Il y a des Châteaux qui sont un rêve éveillé: le bâtiment en lui-même est un appel au voyage, l’ambiance est emplie d’un parfum d’aventure et d’exotisme. C’est tout à fait ce que je ressens avec le Château Cos D’Estournel: on sait que l’on est sur des terres mythiques puisque l’on vient de dépasser le fameux Château Lafite Rothschild. Sur une butte, au détour d’un virage, le domaine apparaît et l’on a l’impression d’avoir passé une frontière qui nous emmène dans un pays oriental… Alors on accepte de monter sur un tapis volant pour découvrir une propriété hors du commun: on est émerveillé face aux pagodes venues d’un palais d’un Sultan de Zanzibar qui surmontent les chais, on entend le cliquetis des carillons qui tintent au gré du vent du Médoc, on admire les jardins étoilés et on se perd dans l’Inde des Mille et une nuits. On s’attend même à voir des jeunes femmes habillées de saris vous accueillir et on ne serait pas étonné de découvrir un éléphant se baignant dans les bassins… Mais on revient vite à la réalité, car ce Château n’est pas un mirage, il est bel et bien là… Le Château Cos d’Estournel a une réputation à tenir, second Grand Cru Classé depuis 1855, il est considéré comme le meilleur Saint Estèphe.  

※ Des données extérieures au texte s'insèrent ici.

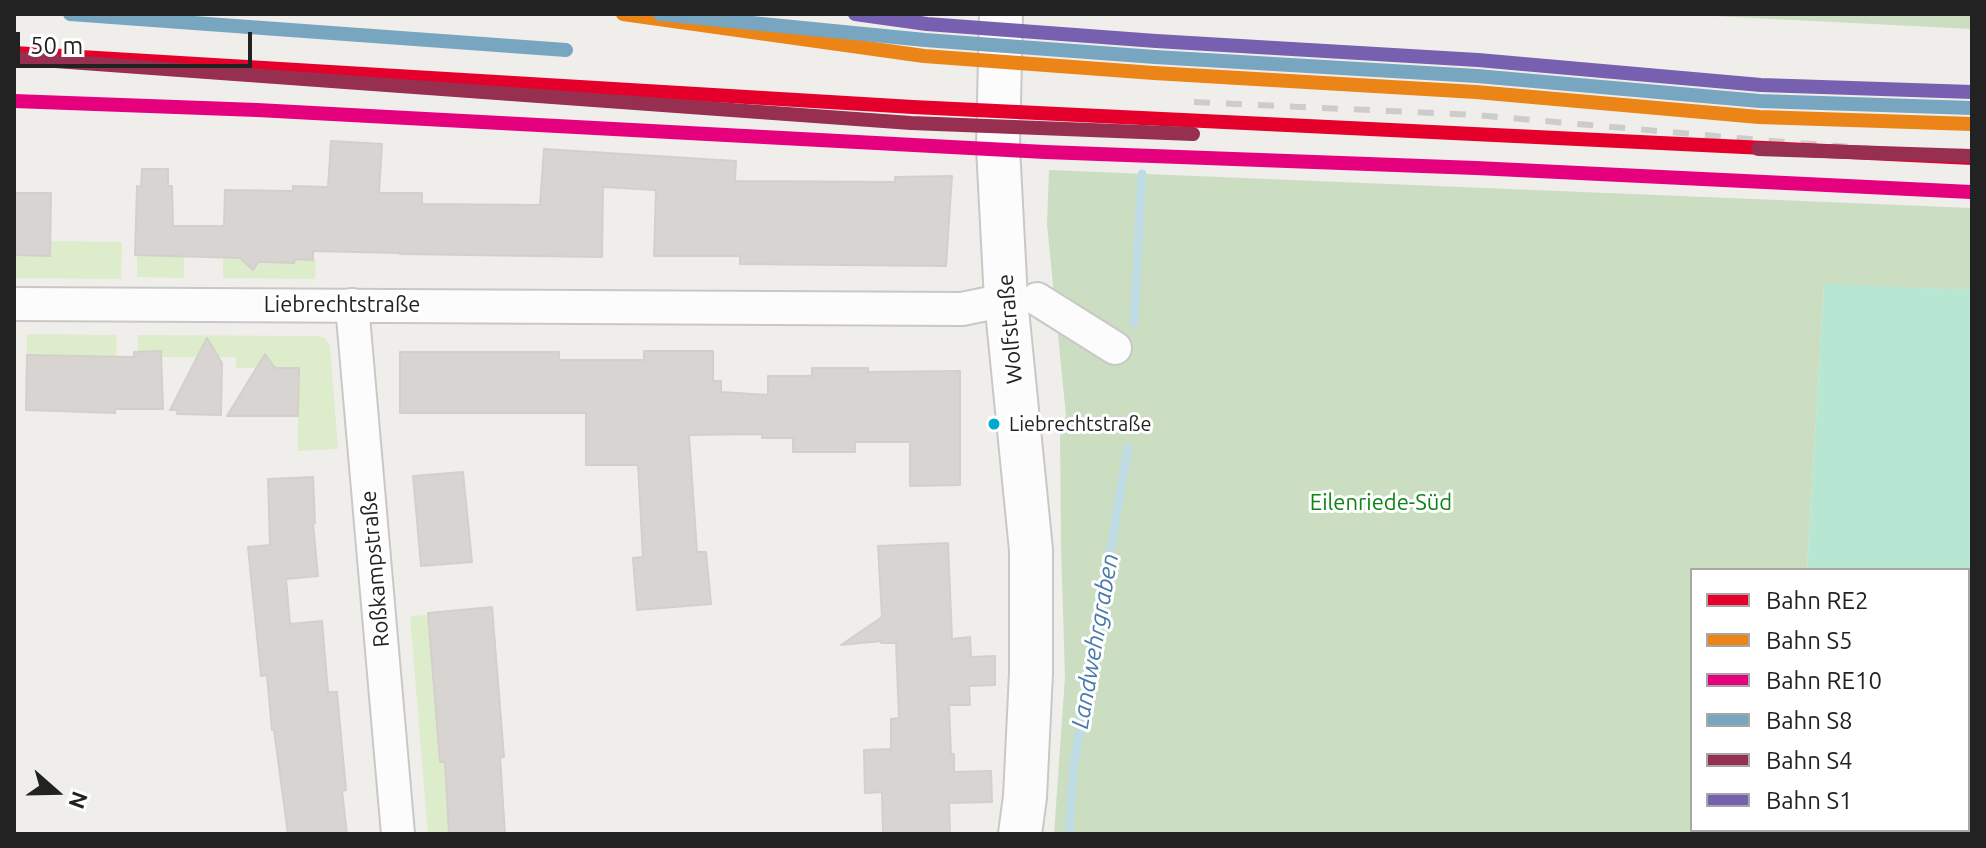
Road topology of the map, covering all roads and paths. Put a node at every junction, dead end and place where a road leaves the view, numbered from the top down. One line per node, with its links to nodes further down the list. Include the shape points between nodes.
1 (1001, 14): 2 (street, Wolfstraße, via 998,147)
2 (1021, 299): 4 (street, Liebrechtstraße, via 962,309); 5 (street); 7 (street, Wolfstraße, via 1031,673)
3 (14, 304): 4 (street, Liebrechtstraße)
4 (352, 305): 6 (street, Roßkampstraße)
5 (1115, 348)
6 (398, 834)
7 (1020, 834)

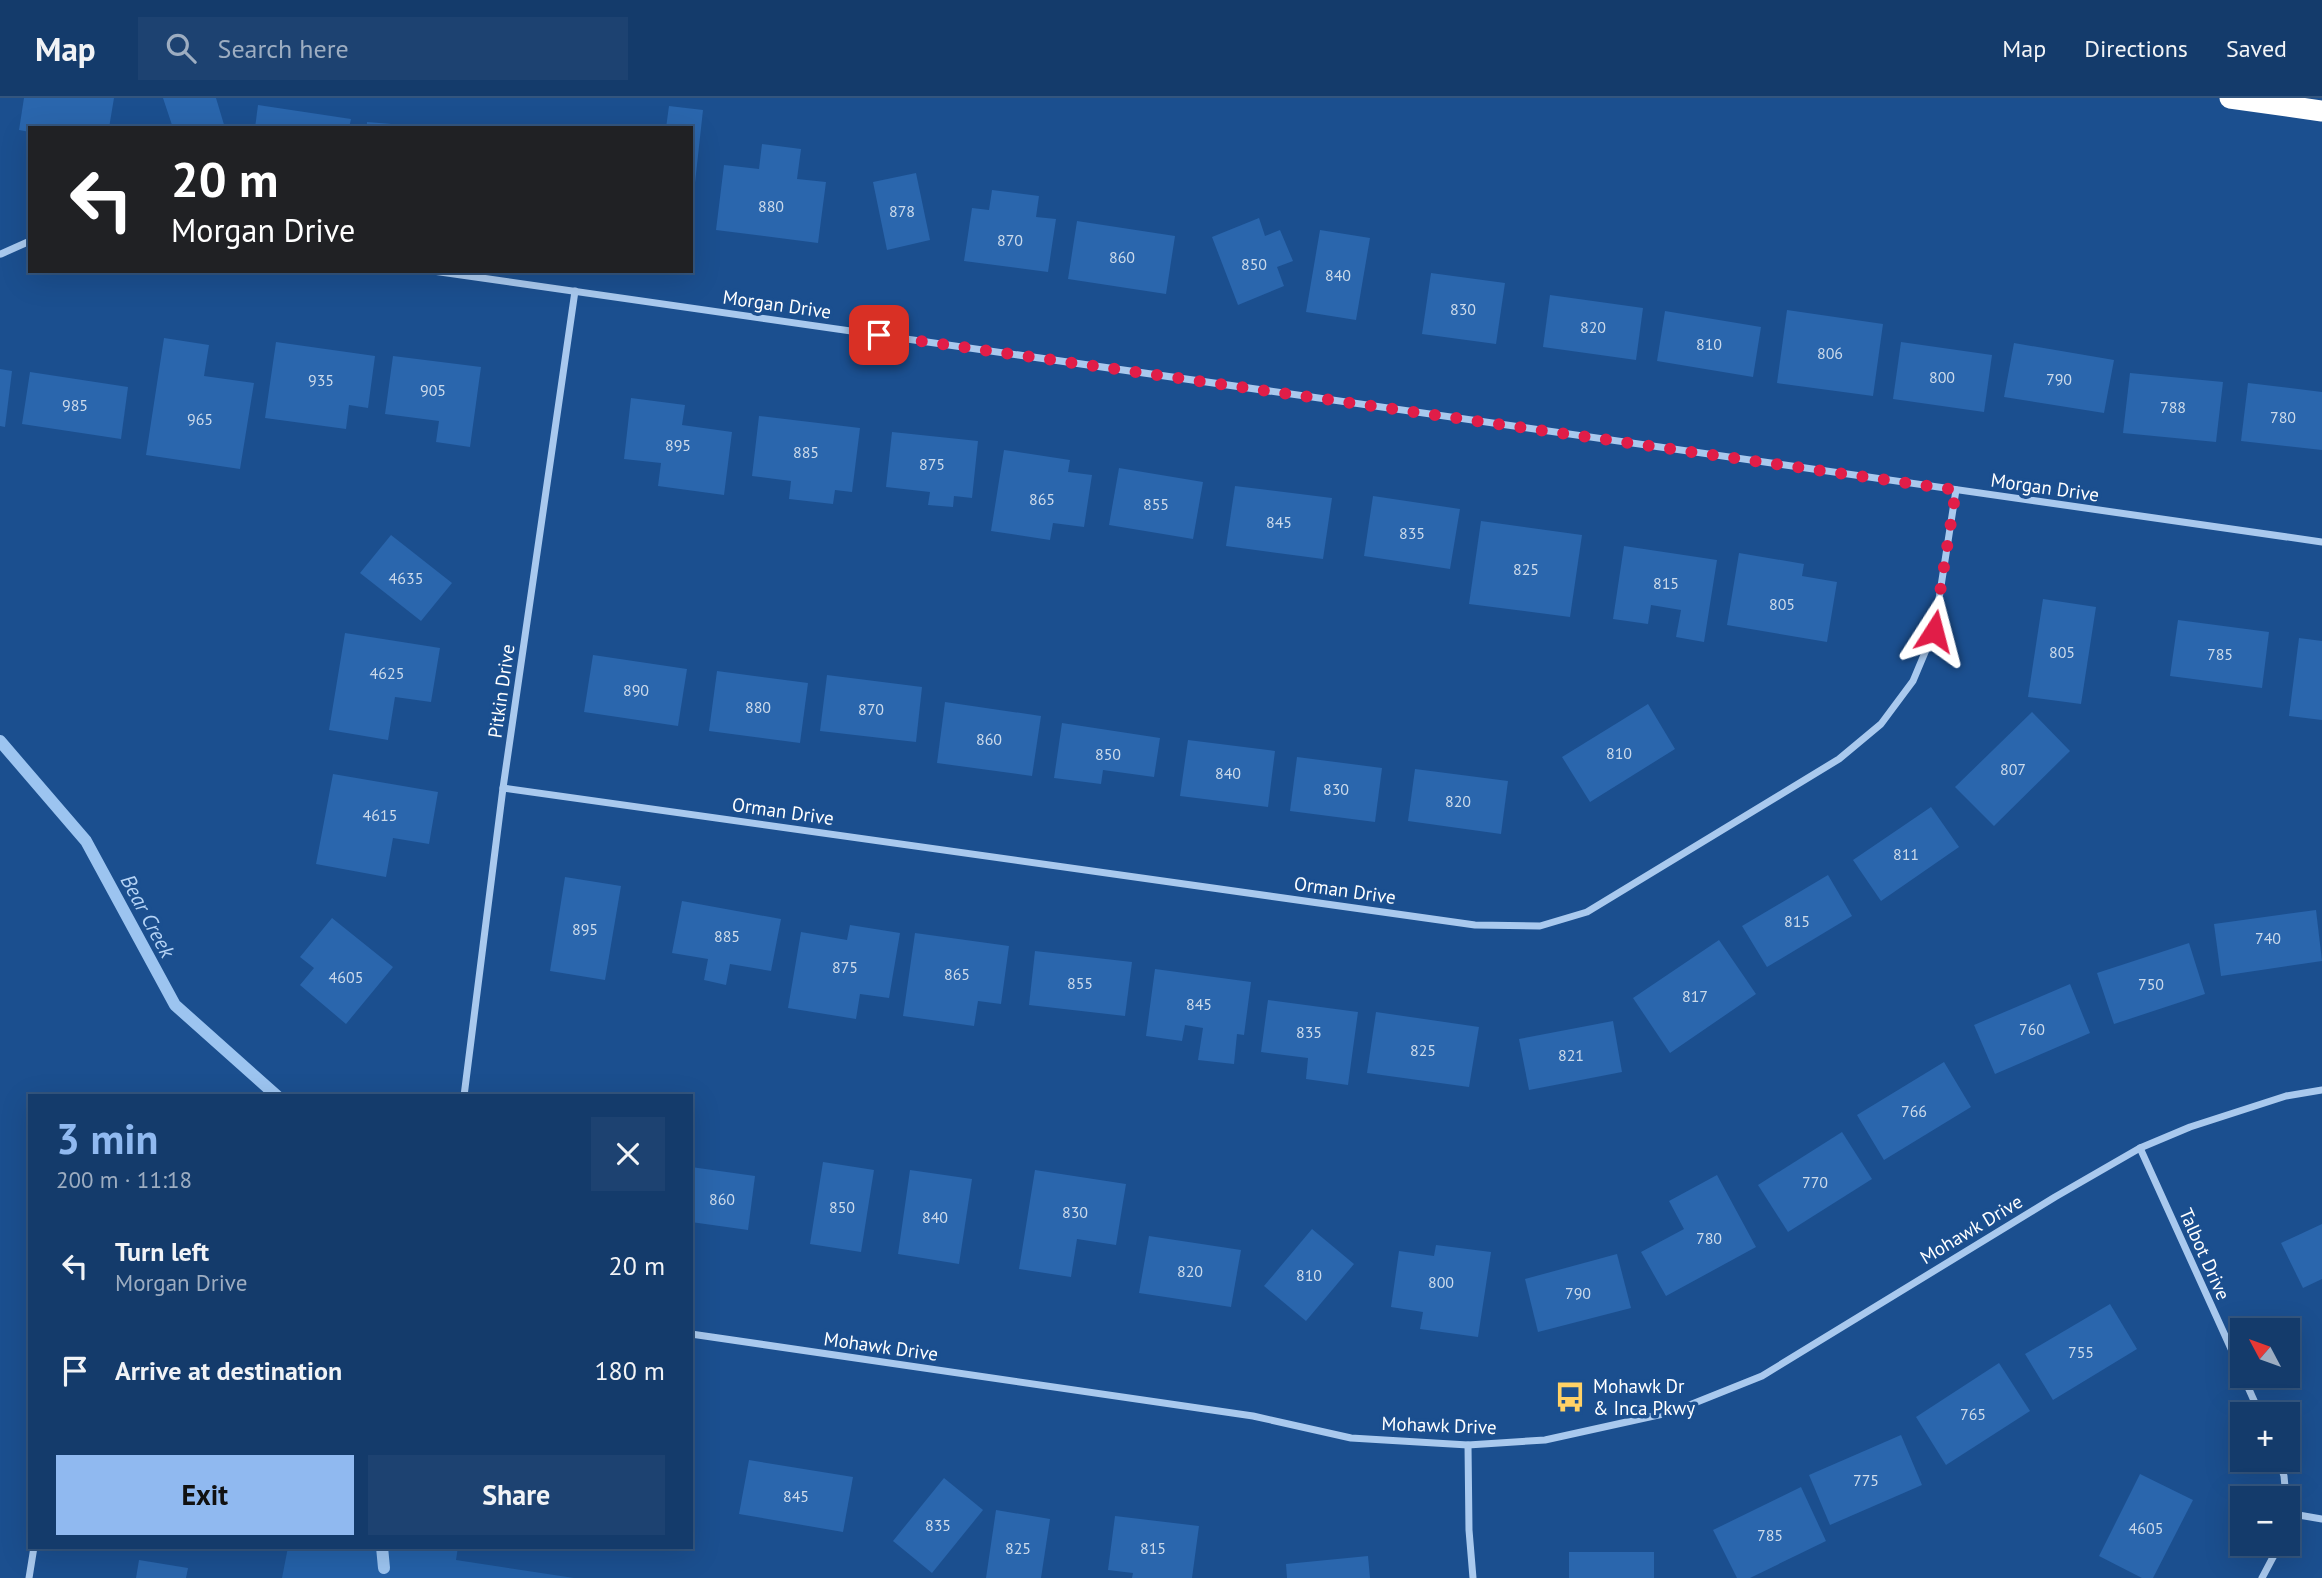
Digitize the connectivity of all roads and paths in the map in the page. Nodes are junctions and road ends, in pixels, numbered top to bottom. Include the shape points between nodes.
1 (2230, 98) edge
2 (2322, 111) edge
3 (28, 242) edge
4 (1, 254) edge
5 (447, 273) edge
6 (575, 291) junction
7 (1956, 490) junction
8 (2322, 542) edge
9 (503, 788) junction
10 (2322, 1090) edge
11 (464, 1094) edge
12 (2140, 1149) junction
13 (693, 1334) edge
14 (2230, 1348) edge
15 (1468, 1445) junction
16 (2300, 1516) edge
17 (2322, 1520) edge
18 (34, 1549) edge
19 (2274, 1556) edge
20 (29, 1578) edge
21 (1473, 1578) edge
22 (2262, 1578) edge

1 - 2 highway
3 - 4 street
5 - 6 street, Morgan Drive
6 - 7 street, Morgan Drive
6 - 9 street, Pitkin Drive
7 - 8 street, Morgan Drive
7 - 9 street, Orman Drive via 1934,631 1913,681 1881,724 1839,759 1587,912 1540,926 1475,925
9 - 11 street, Pitkin Drive
10 - 12 street, Mohawk Drive via 2286,1096 2190,1127
12 - 14 street, Talbot Drive
12 - 15 street, Mohawk Drive via 1762,1376 1672,1412 1545,1440
13 - 15 street, Mohawk Drive via 1253,1416 1352,1438
15 - 21 street
16 - 17 street
18 - 20 street
19 - 22 street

« Toujours le vin sent son terroir« 

Château Cos d'estournel

Louis-Gaspard D’Estournel nait en 1762 sous le règne de Louis XV. Cet homme incroyable n’eut qu’un seul et unique amour durant sa longue vie: Cos. C’est l’histoire d’une passion, d’une fusion entre la chair, la pierre et la vigne. Amoureux éperdu de son domaine, il fera tout pour le faire connaître. En 1811, il comprend qu’il détient un trésor et achète successivement les terres pour devenir finalement propriétaire de toute la colline. Cet homme fera tout pour faire apprécier son cru. Les premiers vins de Cos seront vendus aux Indes… Les Maharadjahs et les Nababs parent leurs tables somptueuses de ce vin puissant et épicé. Pour célébrer ces événements commerciaux, le Marquis d’Estournel que l’on baptisera le Maharadjah de Saint-Estèphe, organise des banquets et des fêtes incroyables sur sa propriété. Il offre également des bouteilles de Cos ‘Retour des Indes’ à la Cour d’Angleterre et au Tsar de toutes les Russies (il inspira l’expérience de Larrivet Haut-Brion et l’élevage sous la mer). Privilège ultime, l’Empereur Napoléon III sera un fidèle amateur de Cos et fera entrer aux Tuileries des milliers de bouteilles de ce vin. Cos D’Estournel est un symbole d’ouverture, de voyage et de talent… Stendhal, Jules Verne ou Karl Marx comptaient parmi ses fans…

Mais parfois, l’amour rend aveugle, l’amour rend fou, l’amour fait perdre la raison et les réalités. Louis-Gaspard vit au dessus de ses moyens, embellit son Château, l’étend… Mais il sera obligé face aux dettes de céder son bijou en 1852 à un banquier londonien : Martyns. Impressionné par la passion de Louis-Gaspard, il l’autorisera à rester sur ses terres où il mourut l’année suivante en 1853 à l’âge incroyable de 91 ans. Il ne connaîtra jamais la consécration: en 1855, Cos D’Estournel devient un Second Grand Cru Classé, à la tête de tous les Saint-Estèphe au classement impérial. 

La porte de zanzibar

Cos D’Estournel connaitra plusieurs propriétaires qui tous s’apercevront de l’incroyable ambiance du lieu… Aucun ne voudra en changer. En 1917, Fernand Ginestet devient propriétaire. Le Château restera dans la famille, grand nom du négoce bordelais, plusieurs années: ses petits-fils Jean-Marie, Yves et Bruno Prats en hériteront. En 1978, Ginestet devient une filiale du Groupe Taillan (Chasse-Spleen, Gruaud-Larose…). 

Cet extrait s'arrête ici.